(Collected data entries)
====

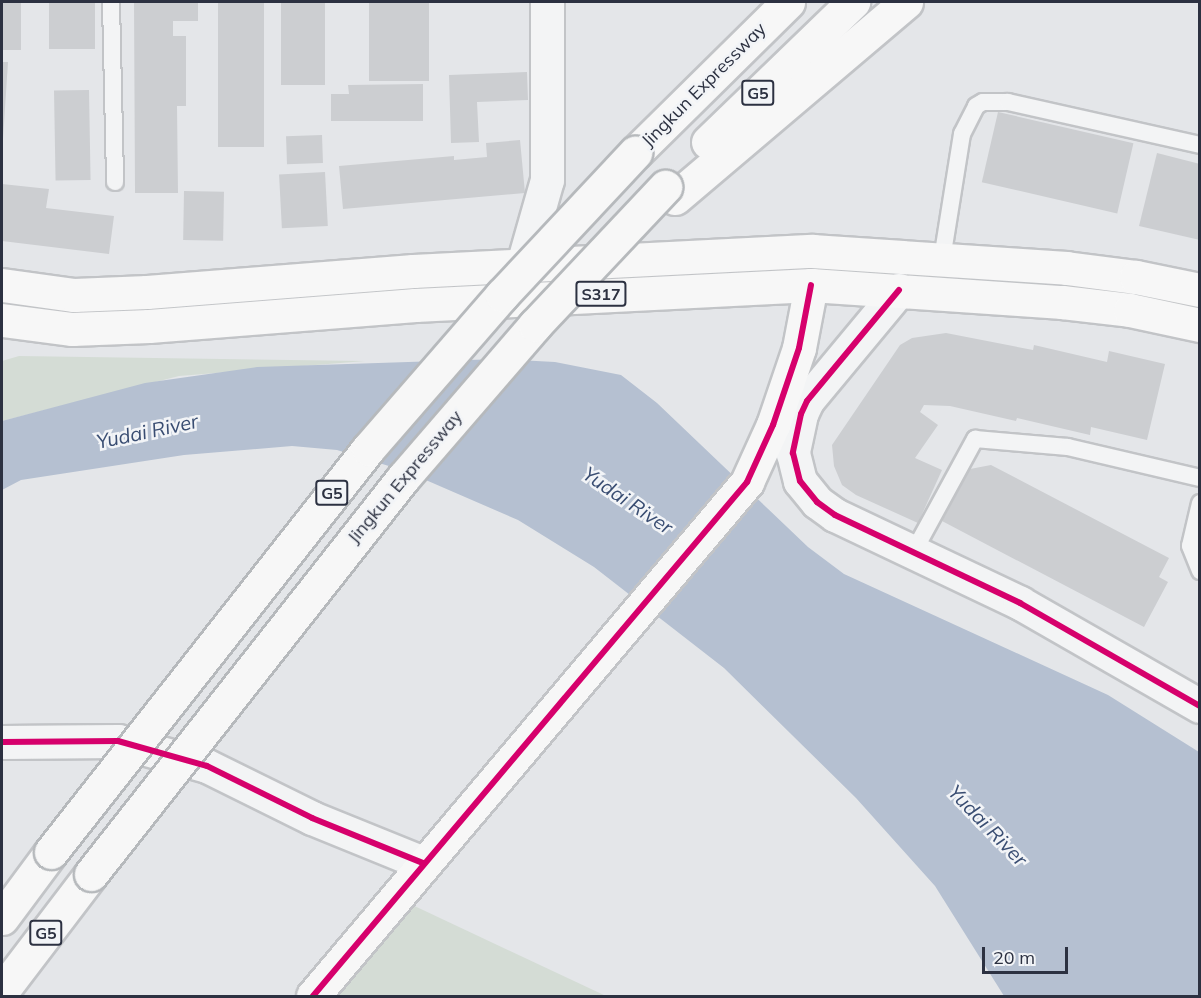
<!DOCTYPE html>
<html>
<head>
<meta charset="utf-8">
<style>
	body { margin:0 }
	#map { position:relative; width:1201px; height:998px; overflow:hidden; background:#e4e6e9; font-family:Mulish,sans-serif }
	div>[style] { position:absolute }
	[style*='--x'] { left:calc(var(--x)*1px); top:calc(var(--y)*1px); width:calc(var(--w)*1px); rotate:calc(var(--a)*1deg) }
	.green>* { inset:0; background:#d4dcd5 }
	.water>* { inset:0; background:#b5c0d1 }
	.building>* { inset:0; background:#ccced1; transform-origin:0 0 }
	.roads { filter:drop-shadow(2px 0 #c2c4c7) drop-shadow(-2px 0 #c2c4c7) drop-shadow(0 2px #c2c4c7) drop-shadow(0 -2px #c2c4c7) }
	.lane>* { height:16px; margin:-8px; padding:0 8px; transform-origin:8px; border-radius:8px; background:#f3f4f5 }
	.street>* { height:33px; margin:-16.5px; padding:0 16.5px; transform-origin:16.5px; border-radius:16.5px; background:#f3f4f5 }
	.secondary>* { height:33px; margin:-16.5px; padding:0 16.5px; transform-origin:16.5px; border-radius:16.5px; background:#f7f7f7 }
	.primary>* { height:33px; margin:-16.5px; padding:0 16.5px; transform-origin:16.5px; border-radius:16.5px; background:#f7f7f7 }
	.highway>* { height:33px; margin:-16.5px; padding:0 16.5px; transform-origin:16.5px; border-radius:16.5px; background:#f7f7f7 }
	.bridges { filter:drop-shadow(2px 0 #b6b9bc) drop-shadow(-2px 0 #b6b9bc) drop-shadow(0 2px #b6b9bc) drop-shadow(0 -2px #b6b9bc) }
	.highway-bridge>* { height:33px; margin:-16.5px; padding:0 16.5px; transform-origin:16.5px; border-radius:16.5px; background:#f7f7f7 }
	.cycleway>* { height:6px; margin:-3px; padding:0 3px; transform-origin:3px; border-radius:3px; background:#d6006c }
	span { translate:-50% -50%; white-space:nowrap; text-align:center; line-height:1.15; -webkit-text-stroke:5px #f2f4f7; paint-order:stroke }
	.shield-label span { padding:2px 4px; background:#f2f4f7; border:2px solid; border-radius:4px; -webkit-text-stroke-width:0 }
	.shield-label { font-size:16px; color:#2c3141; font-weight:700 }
	.street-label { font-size:18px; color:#2c3141 }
	.water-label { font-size:20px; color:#394d72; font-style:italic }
	.frame { position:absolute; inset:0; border:3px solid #2c3141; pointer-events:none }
	.scale { position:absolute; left:982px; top:947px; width:86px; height:27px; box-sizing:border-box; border:3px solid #2c3141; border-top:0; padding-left:8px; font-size:18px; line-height:21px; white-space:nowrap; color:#2c3141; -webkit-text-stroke:4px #f2f4f7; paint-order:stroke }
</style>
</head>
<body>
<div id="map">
	<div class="green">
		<div style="clip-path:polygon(19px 356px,365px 361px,179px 376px,2px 421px,2px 361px)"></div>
		<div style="clip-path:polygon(406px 902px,606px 996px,332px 996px)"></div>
	</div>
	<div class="water">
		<div style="clip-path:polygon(499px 359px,555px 362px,621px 375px,657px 403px,808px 547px,844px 574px,1108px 695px,1199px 752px,1199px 996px,1004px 996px,935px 886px,856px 798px,724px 668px,594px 567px,518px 520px,405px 471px,337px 450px,292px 446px,184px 455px,21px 480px,2px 490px,2px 421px,145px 383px,257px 367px)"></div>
	</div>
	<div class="building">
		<div style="left:2px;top:2px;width:19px;height:48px"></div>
		<div style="left:49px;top:2px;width:46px;height:47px"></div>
		<div style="clip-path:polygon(134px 2px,198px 2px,198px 21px,173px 21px,173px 36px,186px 36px,186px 106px,177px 106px,178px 193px,135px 193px)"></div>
		<div style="left:218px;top:2px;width:46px;height:145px"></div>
		<div style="left:281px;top:2px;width:44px;height:83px"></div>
		<div style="left:369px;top:2px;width:60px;height:79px"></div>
		<div style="clip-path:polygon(2px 62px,8px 62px,3px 139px,2px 139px)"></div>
		<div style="clip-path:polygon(527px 72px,528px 100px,477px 102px,479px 142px,451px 143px,449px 75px)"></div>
		<div style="clip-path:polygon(423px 84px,423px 121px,331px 121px,331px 94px,349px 94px,348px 85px)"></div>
		<div style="left:89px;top:90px;width:90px;height:35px;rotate:89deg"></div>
		<div style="left:998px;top:112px;width:139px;height:72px;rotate:13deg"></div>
		<div style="left:322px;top:135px;width:28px;height:36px;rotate:88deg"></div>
		<div style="clip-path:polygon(520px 140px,525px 193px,343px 209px,339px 166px,454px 156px,454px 160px,487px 157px,486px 143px)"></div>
		<div style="clip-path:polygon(1157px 153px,1200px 164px,1200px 240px,1139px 226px)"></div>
		<div style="left:325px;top:172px;width:54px;height:46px;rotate:87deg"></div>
		<div style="clip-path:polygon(2px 184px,49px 189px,46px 208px,114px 216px,109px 254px,2px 241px)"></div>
		<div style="left:184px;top:191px;width:40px;height:49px;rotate:1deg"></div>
		<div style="clip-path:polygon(946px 333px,1033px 350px,1034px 345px,1107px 362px,1109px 351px,1165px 364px,1147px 440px,1091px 427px,1090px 435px,1017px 418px,1016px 421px,950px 406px,924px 405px,920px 412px,938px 425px,915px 458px,942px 470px,918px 523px,856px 495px,842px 485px,834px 466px,832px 445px,900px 345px,912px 338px)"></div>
		<div style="clip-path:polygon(991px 465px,1169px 558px,1159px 577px,1168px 582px,1144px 627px,942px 521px,970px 469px)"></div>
	</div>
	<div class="roads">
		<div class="lane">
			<div style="--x:111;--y:2;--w:180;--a:88.7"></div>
			<div style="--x:942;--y:259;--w:127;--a:-80.9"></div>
			<div style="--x:962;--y:134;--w:31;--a:-63"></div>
			<div style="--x:976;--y:106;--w:8;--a:-30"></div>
			<div style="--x:983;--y:102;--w:25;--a:0"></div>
			<div style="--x:1008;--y:102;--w:197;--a:12.6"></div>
			<div style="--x:1200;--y:503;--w:44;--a:103.1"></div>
			<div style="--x:1190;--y:546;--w:27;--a:68"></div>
			<div style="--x:914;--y:551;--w:128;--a:-61.4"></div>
			<div style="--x:975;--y:439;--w:93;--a:4.9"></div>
			<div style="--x:1068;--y:447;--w:136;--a:13.2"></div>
		</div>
		<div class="street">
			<div style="--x:523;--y:264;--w:87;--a:-74.1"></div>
			<div style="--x:547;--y:180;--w:178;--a:-90"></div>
			<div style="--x:899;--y:290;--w:144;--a:129.7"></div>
			<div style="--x:807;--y:401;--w:14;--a:115"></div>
			<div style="--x:801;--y:414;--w:40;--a:102"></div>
			<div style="--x:793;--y:453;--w:29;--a:76"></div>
			<div style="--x:800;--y:481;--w:27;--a:51"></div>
			<div style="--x:817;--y:502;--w:22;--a:36"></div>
			<div style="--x:835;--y:515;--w:205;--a:25.4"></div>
			<div style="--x:1020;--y:603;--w:207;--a:29.8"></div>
			<div style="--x:2;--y:742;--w:116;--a:-0.5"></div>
			<div style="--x:118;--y:741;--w:92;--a:15.7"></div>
			<div style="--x:207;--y:766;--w:117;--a:26.3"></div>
			<div style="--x:312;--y:818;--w:120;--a:22.1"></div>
		</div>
		<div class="secondary">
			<div style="--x:313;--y:996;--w:673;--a:-49.82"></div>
			<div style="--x:747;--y:482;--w:63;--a:-65.5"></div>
			<div style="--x:773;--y:425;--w:81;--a:-71.3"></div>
			<div style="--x:799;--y:348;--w:64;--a:-79.2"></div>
		</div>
		<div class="primary">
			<div style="--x:2;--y:285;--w:73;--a:7.9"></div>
			<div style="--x:74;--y:295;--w:73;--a:-2.4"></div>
			<div style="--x:147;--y:292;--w:267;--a:-4.5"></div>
			<div style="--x:413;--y:271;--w:400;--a:-2.9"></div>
			<div style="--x:812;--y:251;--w:255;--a:3.8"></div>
			<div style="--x:1066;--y:268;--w:71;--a:7.3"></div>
			<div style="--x:1136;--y:277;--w:65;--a:11.5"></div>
			<div style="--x:2;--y:320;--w:71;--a:7.3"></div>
			<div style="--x:72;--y:329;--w:77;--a:-2.2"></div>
			<div style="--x:149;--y:326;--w:267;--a:-4.5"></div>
			<div style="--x:415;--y:305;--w:397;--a:-2.9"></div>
			<div style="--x:811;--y:285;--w:252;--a:3.9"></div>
			<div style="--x:1062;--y:302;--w:68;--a:6.7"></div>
			<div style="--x:1130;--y:310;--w:72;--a:12.1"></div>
		</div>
		<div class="highway">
			<div style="--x:708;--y:142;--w:202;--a:-44"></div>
			<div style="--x:635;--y:153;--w:215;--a:-44.6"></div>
			<div style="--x:675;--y:198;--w:303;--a:-40.3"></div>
			<div style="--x:2;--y:918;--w:82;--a:-53.4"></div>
			<div style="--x:2;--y:991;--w:147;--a:-52.7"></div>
		</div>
	</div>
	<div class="bridges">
		<div class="highway-bridge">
			<div style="--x:51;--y:852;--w:513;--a:-51.81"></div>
			<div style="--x:368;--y:449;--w:204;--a:-49"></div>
			<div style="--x:502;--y:295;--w:195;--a:-46.9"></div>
			<div style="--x:91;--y:874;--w:504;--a:-51.77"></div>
			<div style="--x:403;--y:478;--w:202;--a:-49.2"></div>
			<div style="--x:535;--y:325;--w:190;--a:-46.7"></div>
		</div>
	</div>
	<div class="cycleway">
		<div style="--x:899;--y:290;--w:144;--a:129.7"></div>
		<div style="--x:807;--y:401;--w:14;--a:115"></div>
		<div style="--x:801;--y:414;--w:40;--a:102"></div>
		<div style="--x:793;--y:453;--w:29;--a:76"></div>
		<div style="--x:800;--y:481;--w:27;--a:51"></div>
		<div style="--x:817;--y:502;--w:22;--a:36"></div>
		<div style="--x:835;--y:515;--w:205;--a:25.4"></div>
		<div style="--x:1020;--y:603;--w:207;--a:29.8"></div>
		<div style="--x:2;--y:742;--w:116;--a:-0.5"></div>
		<div style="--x:118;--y:741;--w:92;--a:15.7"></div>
		<div style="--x:207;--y:766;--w:117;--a:26.3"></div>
		<div style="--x:312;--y:818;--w:120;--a:22.1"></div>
		<div style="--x:313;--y:996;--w:673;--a:-49.82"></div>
		<div style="--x:747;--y:482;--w:63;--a:-65.5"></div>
		<div style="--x:773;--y:425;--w:81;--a:-71.3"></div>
		<div style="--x:799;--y:348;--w:64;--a:-79.2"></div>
	</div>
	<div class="shield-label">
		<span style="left:758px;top:93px">G5</span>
		<span style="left:601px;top:294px">S317</span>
		<span style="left:332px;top:493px">G5</span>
		<span style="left:46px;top:933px">G5</span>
	</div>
	<div class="street-label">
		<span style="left:704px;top:85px;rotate:-45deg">Jingkun Expressway</span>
		<span style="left:405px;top:477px;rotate:-50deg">Jingkun Expressway</span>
	</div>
	<div class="water-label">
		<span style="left:147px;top:431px;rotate:-12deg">Yudai River</span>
		<span style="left:628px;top:500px;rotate:34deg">Yudai River</span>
		<span style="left:988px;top:825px;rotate:46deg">Yudai River</span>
	</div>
	<div class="frame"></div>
	<div class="scale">20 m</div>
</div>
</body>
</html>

====

● **WHAT THE TASK ASKS**: What lines above hold the word "lane"? List them all.

● **WRITTEN ANSWER**:
	.lane>* { height:16px; margin:-8px; padding:0 8px; transform-origin:8px; border-radius:8px; background:#f3f4f5 }
		<div class="lane">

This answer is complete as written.